- Also known as: The Gospel Melody Quartet
- Genre: Southern gospel
- Years active: 1947–2016
- Website: www.floridaboys.com www.thefloridaboys.net

= Florida Boys =

American southern gospel quartet

The Florida Boys were a male vocal quartet in Southern gospel music. The group was founded in 1947 by J. G. Whitfield. Originally named The Gospel Melody Quartet, the group was renamed in 1954. From the 1950s until 2007, the group was led by Les Beasley on lead and bass guitar, Glen Allred as baritone, and Derrell Stewart at piano, and featured many notable tenors and basses. In 1999, the Florida Boys were inducted into the Gospel Music Hall of Fame. The group, led by Charlie Waller in its later years, officially retired in 2016.

== History ==
The Florida Boys Quartet was originally called the Gospel Melody Boys and was started by J.G.Whitfield in Pensacola FL.

The original group consisted of J.G, Sue Whitfield, "Pap" Fiveash, Ike Manning, and Ross Ingraham.

The group went through several changes in the first few years, including members already mentioned as well as Roy Howard, Doyle Wiggins, Guy Dodd, Curtis Whitfield, Christine Woolham, Cora Fiveash, "Tiny" Merrill, Buddy Mears, and Livy Freeman.
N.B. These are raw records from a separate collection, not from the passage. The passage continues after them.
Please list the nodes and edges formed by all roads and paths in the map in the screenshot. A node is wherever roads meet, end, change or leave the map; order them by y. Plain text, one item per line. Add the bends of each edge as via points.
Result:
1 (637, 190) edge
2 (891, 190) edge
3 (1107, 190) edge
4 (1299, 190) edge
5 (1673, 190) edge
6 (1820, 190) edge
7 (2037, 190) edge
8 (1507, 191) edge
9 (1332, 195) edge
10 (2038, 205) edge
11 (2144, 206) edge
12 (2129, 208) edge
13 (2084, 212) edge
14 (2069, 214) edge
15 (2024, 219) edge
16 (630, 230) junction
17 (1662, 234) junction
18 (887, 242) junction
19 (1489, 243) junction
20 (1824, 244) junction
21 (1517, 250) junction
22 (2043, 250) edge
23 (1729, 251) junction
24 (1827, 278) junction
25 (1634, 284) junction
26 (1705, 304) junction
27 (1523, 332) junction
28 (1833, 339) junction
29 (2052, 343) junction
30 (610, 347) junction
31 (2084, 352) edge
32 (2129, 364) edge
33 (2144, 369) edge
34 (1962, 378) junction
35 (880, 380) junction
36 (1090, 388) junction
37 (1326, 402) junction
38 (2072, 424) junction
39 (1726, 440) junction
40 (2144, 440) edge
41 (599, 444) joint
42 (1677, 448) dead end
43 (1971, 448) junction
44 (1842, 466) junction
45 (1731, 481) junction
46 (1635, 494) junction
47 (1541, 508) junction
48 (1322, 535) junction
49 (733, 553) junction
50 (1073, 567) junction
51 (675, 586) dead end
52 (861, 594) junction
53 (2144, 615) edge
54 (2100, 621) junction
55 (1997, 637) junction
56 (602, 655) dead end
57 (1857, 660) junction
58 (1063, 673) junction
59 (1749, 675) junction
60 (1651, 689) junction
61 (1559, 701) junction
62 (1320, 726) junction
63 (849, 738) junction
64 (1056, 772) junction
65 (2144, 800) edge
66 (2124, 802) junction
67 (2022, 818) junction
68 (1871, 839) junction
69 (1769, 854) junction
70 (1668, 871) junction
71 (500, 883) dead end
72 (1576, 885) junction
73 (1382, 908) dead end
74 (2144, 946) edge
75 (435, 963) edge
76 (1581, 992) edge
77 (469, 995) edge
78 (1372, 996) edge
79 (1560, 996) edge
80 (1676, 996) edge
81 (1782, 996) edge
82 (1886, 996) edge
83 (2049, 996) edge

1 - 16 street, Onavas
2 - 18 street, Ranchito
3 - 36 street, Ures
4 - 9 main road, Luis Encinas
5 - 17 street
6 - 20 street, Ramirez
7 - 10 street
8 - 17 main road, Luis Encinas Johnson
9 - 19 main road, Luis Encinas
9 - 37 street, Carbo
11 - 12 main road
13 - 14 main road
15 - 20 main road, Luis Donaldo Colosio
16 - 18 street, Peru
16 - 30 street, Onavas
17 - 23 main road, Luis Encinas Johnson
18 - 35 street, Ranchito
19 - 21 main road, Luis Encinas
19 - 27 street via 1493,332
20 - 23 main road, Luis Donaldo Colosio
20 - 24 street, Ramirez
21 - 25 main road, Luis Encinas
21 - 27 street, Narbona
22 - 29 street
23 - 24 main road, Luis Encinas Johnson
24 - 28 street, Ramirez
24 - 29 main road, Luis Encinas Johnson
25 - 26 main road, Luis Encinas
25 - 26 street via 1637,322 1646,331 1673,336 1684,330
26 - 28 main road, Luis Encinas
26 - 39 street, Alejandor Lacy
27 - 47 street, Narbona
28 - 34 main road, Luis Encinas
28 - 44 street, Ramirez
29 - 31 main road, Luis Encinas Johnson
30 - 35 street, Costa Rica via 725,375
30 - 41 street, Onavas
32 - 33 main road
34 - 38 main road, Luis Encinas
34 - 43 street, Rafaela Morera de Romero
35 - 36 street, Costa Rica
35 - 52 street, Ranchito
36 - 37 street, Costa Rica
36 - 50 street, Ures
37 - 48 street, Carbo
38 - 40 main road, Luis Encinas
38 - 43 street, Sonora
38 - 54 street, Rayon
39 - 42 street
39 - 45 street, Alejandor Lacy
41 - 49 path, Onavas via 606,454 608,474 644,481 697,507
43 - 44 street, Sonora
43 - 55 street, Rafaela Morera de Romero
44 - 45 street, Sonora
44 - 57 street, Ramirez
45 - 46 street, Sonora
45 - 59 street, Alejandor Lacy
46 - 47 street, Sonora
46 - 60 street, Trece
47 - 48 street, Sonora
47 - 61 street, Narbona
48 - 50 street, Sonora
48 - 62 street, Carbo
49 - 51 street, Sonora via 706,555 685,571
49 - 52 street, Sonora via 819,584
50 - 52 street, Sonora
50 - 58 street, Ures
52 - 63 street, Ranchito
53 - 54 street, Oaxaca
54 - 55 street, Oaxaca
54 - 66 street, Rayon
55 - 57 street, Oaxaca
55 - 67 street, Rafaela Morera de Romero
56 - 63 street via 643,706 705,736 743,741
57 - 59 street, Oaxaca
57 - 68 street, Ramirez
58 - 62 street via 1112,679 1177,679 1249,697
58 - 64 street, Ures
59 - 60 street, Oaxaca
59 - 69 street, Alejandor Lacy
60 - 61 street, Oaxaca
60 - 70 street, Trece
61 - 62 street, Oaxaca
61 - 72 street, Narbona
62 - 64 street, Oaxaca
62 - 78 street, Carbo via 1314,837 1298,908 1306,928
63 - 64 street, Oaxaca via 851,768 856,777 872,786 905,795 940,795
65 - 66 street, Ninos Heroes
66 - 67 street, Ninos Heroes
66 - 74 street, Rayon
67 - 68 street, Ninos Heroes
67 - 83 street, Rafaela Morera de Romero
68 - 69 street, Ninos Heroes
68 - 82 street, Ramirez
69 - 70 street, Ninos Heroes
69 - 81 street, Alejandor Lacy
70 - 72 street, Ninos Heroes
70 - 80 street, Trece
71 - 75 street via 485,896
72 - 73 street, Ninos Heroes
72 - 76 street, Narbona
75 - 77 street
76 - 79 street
In 1952, the first of the mainstays of what would become the Florida Boys joined, when Glen Allred, a young man from Monteray Tennesse who had previously played guitar for the Oak Ridge Quartet, would take over the baritone position.

in 1953, Les Beasley, a young Korean War Veteran from the marines joined the Lead position.

During this time, they started gaining popularity and while working for Wally Fowler on many singings, Wally would introduce them "With Sand in their shoes and a song in their heart, the boys from Florida, The Gospel Melody Boys!"

One afternoon, J.G. Whitfield came to the group and said "From now on, we are the Florida Boys!" That name became one of the biggest names in Gospel Music for the next 60 years.

Early in 1956, not long after the groups name change, an exciting piano player from Brunswick, GA who was known for wearing red socks, red suspenders, and a red bow tie, joined the Boys. When he joined, he dropped the other items, but kept the red socks, his trademark.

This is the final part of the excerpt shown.